Stephen E. Ambrose, one of a handful of historians who have become best-selling authors, died of lung cancer Sunday, October 13th in Bay St. Louis, Mississippi.
Perhaps best known for his books on Lewis and Clark and World War II, Ambrose also founded the National D-Day Museum and the Eisenhower Center for American Studies at the University of New Orleans. During his career, much of which he spent as a professor at the University of New Orleans, he wrote or edited more than 35 books.
Ambrose was an Explorer-in-Residence for the National Geographic Society. For him, teaching and writing were two sides of the same coin.
"In each case I am telling a storyI think of myself as sitting around the campfire after a day on the trail, telling stories that I hope will have the members of the audience, or the readers, leaning forward just a bit, wanting to know what happens next."
Ambrose is remembered by his friends as a man who lived his life to the fullest. He didn't conduct his research solely from the library. When writing his book on D-Day, he visited the shores of Normandy; for his book on the air war over Germany, he flew in B-24 bombers; for his book on the explorations of Lewis and Clark, he followed their trail.
To write his most recent book, The Mississippi and the Making of a Nation, which was published last week, he traveled the length of the river.
Popularizing American History
Ambrose probably described himself best, saying "I am an unabashed triumphalist. I believe this is the best and greatest country that ever was."
In the early 1980s, he established Eisenhower Center for American Studies at the University of New Orleans, and embarked on a task that would prove seminal to his work, collecting thousands of oral and written histories from World War II veterans. One of his proudest achievements was the founding of the National D-Day Museum, which opened in 2000. Today it is one of New Orleans' main tourist destinations.

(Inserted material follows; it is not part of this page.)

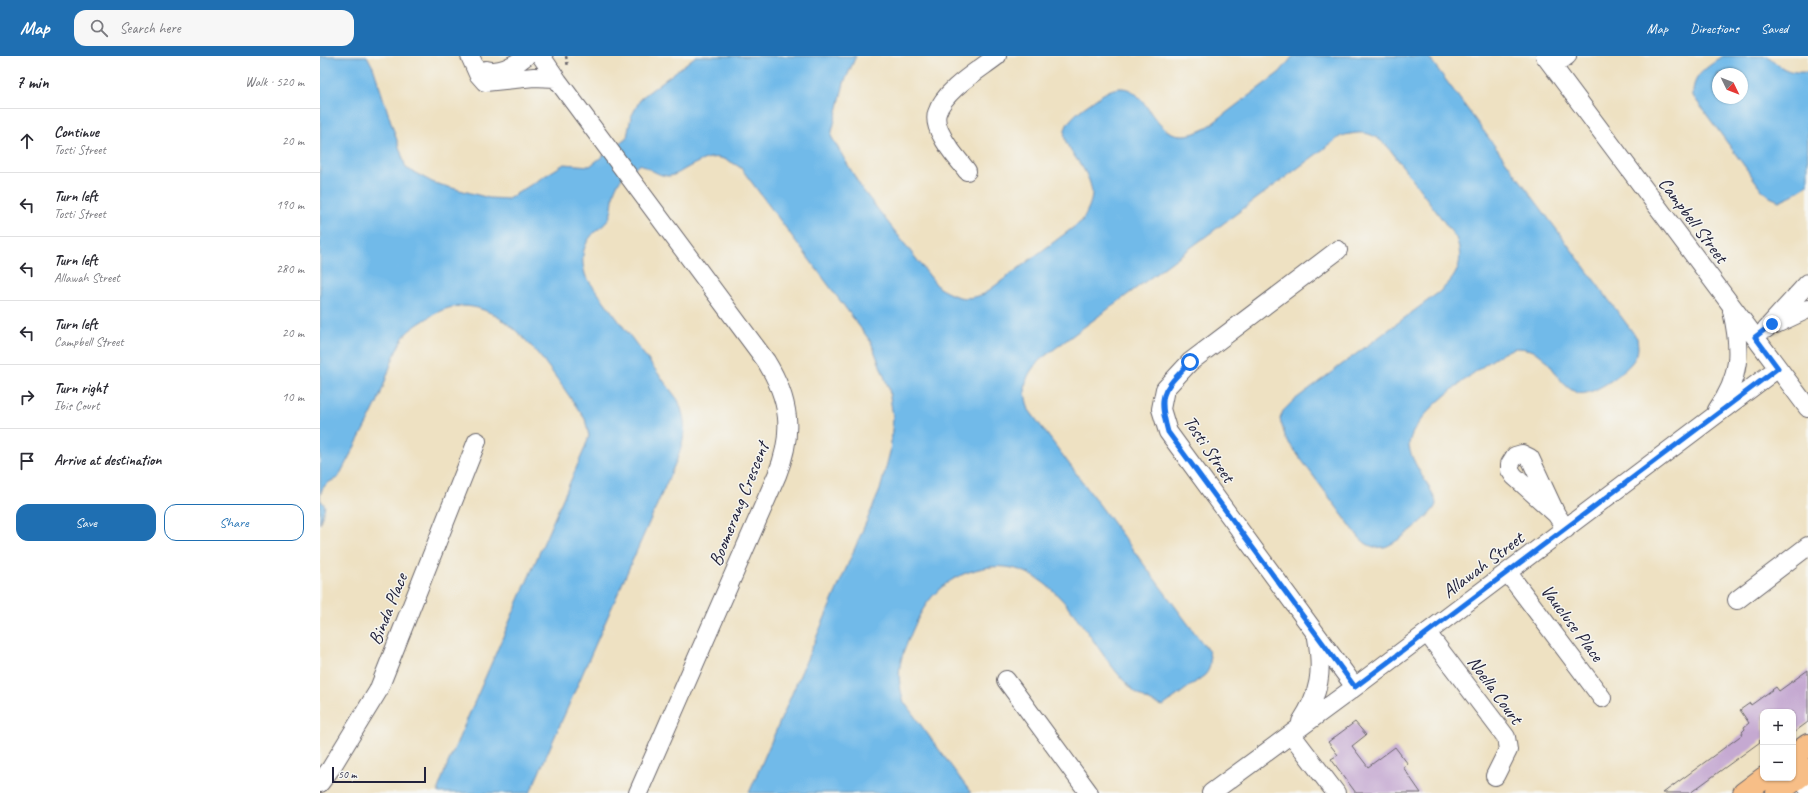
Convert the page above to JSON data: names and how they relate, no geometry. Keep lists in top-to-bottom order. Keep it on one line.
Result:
{"streets":{"street":["Campbell Street","Tosti Street","Boomerang Crescent","Allawah Street","Binda Place","Vaucluse Place","Noella Court"]},"crossings":[["Campbell Street","Allawah Street"],["Tosti Street","Allawah Street"],["Allawah Street","Vaucluse Place"],["Allawah Street","Noella Court"]],"scale_bar":"50 m","north":"bottom right","page":{"header":"Map","search":"Search here","nav":["Map","Directions","Saved"],"heading":["7 min","Walk · 520 m"],"list":[["Continue","Tosti Street","20 m"],["Turn left","Tosti Street","190 m"],["Turn left","Allawah Street","280 m"],["Turn left","Campbell Street","20 m"],["Turn right","Ibis Court","10 m"],"Arrive at destination"],"buttons":["Save","Share"],"map_buttons":["+","−"],"scale":"50 m"}}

In addition to writing multi-volume biographies of Dwight D. Eisenhower and Richard M. Nixon, he wrote about such diverse topics as the building of the transcontinental railroad (Nothing Like It in the World), the Civil War (Halleck: Lincoln's Chief of Staff), and the Indian wars of the American West (Crazy Horse and Custer: The Parallel Lives of Two American Warriors).
His book on the explorations of the west by Lewis and Clark, Undaunted Courage, catapulted him to national fame.